A broken Sapphire Radeon HD 4850 somehow ended up in my possession. I didn’t know what was the problem, so I tried to plug it in in a mobo I just had lying around, running the nightly oneiric.
The card showed up fine in lspci
. I didn’t try using it with the open-source
drivers, as I’m not interested in putting a display on it. Instead I wanted to
play around a little with OpenCL, so I went for the closed-source Catalyst
driver. (This was a few days ago, when 11.6 was the newest version around - I
haven’t tried it with the latest 11.7 or with the 11.8 preview versions.)
The driver didn’t start, X choked on this error:
(EE) PPLIB: PP_Initialize() failed.
Since the driver is not open-sourced, googling around didn’t reveal any usable
source code on PP_Initialize. So I turned to objdump
$ objdump -CRd fglrx_drv.so
This revealed a few things about PP_Initialize
. (I don’t think I should post
any dumps here, as I believe that would violate copyright laws.) I assumed it
returns a status code, so I tried overloading it and returning a different
status code instead:
$ gcc -shared -fPIC -o preload.so preload.c -ldl
$ LD_PRELOAD="`pwd`/preload.so" startx
This will start the X server but with our library preloaded.
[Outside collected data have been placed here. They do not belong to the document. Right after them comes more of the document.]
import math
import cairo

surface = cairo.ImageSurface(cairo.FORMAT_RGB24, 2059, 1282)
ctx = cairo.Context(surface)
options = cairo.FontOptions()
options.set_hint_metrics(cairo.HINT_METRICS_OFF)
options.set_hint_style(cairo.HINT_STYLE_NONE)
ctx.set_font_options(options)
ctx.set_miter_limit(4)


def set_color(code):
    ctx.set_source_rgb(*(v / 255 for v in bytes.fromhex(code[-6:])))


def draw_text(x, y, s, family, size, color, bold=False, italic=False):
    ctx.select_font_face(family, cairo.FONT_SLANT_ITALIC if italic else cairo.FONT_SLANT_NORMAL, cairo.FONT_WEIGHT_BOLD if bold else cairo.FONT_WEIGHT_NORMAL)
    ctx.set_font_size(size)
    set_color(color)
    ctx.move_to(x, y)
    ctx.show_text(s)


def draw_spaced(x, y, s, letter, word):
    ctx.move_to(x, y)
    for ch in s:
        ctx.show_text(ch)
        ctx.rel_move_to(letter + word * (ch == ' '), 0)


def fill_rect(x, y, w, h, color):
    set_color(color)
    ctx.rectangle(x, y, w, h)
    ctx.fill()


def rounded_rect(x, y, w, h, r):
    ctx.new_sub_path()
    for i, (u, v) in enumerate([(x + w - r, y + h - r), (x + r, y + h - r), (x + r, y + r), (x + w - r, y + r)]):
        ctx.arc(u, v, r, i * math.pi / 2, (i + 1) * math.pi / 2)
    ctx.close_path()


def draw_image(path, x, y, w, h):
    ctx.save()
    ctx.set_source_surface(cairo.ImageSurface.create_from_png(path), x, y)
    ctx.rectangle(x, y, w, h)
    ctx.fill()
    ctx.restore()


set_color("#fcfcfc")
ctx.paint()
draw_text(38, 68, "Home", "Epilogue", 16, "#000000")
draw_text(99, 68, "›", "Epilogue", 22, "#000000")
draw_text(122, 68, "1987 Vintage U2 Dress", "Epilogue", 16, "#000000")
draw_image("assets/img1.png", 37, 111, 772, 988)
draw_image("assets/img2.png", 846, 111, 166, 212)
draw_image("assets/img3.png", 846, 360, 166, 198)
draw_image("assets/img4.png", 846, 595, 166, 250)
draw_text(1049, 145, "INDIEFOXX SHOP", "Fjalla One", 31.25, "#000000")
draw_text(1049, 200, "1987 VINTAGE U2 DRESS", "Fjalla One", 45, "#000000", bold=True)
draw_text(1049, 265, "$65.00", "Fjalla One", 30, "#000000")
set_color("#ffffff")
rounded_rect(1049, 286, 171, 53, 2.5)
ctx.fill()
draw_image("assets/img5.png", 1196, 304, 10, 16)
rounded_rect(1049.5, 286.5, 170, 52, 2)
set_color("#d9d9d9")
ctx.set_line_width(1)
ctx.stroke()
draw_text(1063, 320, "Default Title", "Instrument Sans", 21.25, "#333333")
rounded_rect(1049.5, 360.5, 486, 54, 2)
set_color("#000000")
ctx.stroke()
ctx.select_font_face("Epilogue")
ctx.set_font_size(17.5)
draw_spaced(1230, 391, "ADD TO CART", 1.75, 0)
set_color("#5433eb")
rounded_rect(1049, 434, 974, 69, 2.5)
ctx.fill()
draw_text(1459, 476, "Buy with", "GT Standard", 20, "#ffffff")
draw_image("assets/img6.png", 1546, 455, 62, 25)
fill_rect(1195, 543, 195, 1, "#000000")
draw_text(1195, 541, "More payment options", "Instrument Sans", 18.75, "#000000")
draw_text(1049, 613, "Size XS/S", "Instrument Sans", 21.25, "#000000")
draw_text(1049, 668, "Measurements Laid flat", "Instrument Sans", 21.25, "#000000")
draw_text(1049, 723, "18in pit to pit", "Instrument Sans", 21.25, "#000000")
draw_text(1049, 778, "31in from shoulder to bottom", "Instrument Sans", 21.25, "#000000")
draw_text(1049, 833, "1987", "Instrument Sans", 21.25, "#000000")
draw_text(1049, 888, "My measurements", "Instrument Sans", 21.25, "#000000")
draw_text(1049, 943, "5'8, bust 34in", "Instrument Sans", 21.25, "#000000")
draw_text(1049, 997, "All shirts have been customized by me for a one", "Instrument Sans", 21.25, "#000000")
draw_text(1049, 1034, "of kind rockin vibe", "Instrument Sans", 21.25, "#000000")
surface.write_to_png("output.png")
With a status code of zero, the server now continued the loading of the driver, but of course other errors have emerged. So I ended up overriding a couple more functions.
I was wondering if maybe PPLIB
is part of the code that manages
PowerPlay functions, and if maybe just disabling it all and setting the
fan speed manually to 100% would give me a result.
Well, I was wrong. The only thing I gained was some experience with objdump
reverse-engineering, some C and assembly. After disassembling the card itself,
I noticed that one of the conductors on the GPU seemed to be burned out -
probably causing card initialization to fail.
I also learned that when pre-loading with LD_PRELOAD
, the overriding function
should accept the same number of arguments as the overriding function,
otherwise crap will be left on the stack, messing up the rest of the code. To
figure out how many parameters a function takes, it is usually enough to fund
it in the objdump
output, look at the assembly, and count how many things are
popped off the stack before returning.
The pops usually occur around the top of the function body, just before the
statement, so no need to follow any jumps. Note to discard stack pointer
registers, %ebp
and/or %esp
Another thing I’ve learned playing around with GPUs is the fact that X has to
be running in order for OpenCL to work on a card. No displays are necessary,
but the Device
sections in xorg.conf
need to reference the proprietary
drivers (as the open-source ones don’t provide OpenCL support at the moment).